Replaces all regex matches with another string.

replace(regex, rewrite, input_text)
  • regex: The regular expression to match by. It can contain capture groups in parentheses ().
  • rewrite: The replacement regex for any match made by matching a regex. Use \0 to refer to the whole match, \1 for the first capture group, \2, and so on, for subsequent capture groups.
  • input_text: The input string to search in.

Returns the text after replacing all matches of regex with evaluations of rewrite. Matches don't overlap.

Example

SecurityEvent
| take 1
| project Activity 
| extend replaced = replace(@"(\d+) -", @"Activity ID \1: ", Activity) 

Here's the output:

Activity Replaced
4663 - An attempt was made to access an object Activity ID 4663: An attempt was made to access an object.

split

Splits a specific string according to a specified delimiter, and then returns an array of the resulting substrings.

split(source, delimiter [, requestedIndex])
  • source: The string to be split according to the specified delimiter.
  • delimiter: The delimiter that will be used to split the source string.
  • requestedIndex: An optional zero-based index. If provided, the returned string array holds only that item (if it exists).

Example

print split("aaa_bbb_ccc", "_");    // result: ["aaa","bbb","ccc"]
print split("aa_bb", "_");          // result: ["aa","bb"]
print split("aaa_bbb_ccc", "_", 1);	// result: ["bbb"]
print split("", "_");              	// result: [""]
print split("a__b", "_");           // result: ["a","","b"]
print split("aabbcc", "bb");        // result: ["aa","cc"]

strcat

Concatenates string arguments (supports 1-16 arguments).

strcat("string1", "string2", "string3")

Example

print strcat("hello", " ", "world")	// result: "hello world"

strlen

Returns the length of a string.

strlen("text_to_evaluate")

Example

print strlen("hello")	// result: 5

substring

Extracts a substring from a specific source string, starting at the specified index. Optionally, you can specify the length of the requested substring.

substring(source, startingIndex [, length])
  • source: The source string that the substring is taken from.
  • startingIndex: The zero-based starting character position of the requested substring.
  • length: An optional parameter that you can use to specify the requested length of the returned substring.

Example

print substring("abcdefg", 1, 2);	// result: "bc"
print substring("123456", 1);		// result: "23456"
print substring("123456", 2, 2);	// result: "34"
print substring("ABCD", 0, 2);	// result: "AB"

tolower, toupper

Converts a specific string to all lowercase or all uppercase.

tolower("value")
toupper("value")

Example

print tolower("HELLO");	// result: "hello"
print toupper("hello");	// result: "HELLO"

Date and time operations

The following sections give examples of how to work with date and time values when using the Kusto Query Language.

Date-time basics

The Kusto Query Language has two main data types associated with dates and times: datetime and timespan. All dates are expressed in UTC. Although multiple date-time formats are supported, the ISO-8601 format is preferred.

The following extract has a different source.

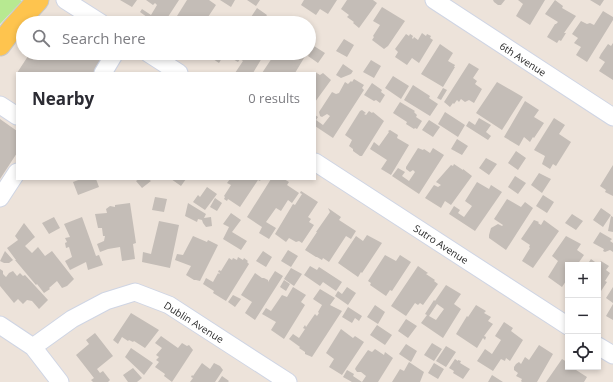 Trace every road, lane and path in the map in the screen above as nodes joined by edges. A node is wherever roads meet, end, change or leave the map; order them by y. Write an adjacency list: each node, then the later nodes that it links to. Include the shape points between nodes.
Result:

Timespans are expressed as a decimal followed by a time unit:

Shorthand Time unit
d day
h hour
m minute
s second
ms millisecond
microsecond microsecond
tick nanosecond

You can create date-time values by casting a string using the todatetime operator. For example, to review the VM heartbeats sent in a specific timeframe, use the between operator to specify a time range:

Heartbeat
| where TimeGenerated between(datetime("2018-06-30 22:46:42") .. datetime("2018-07-01 00:57:27"))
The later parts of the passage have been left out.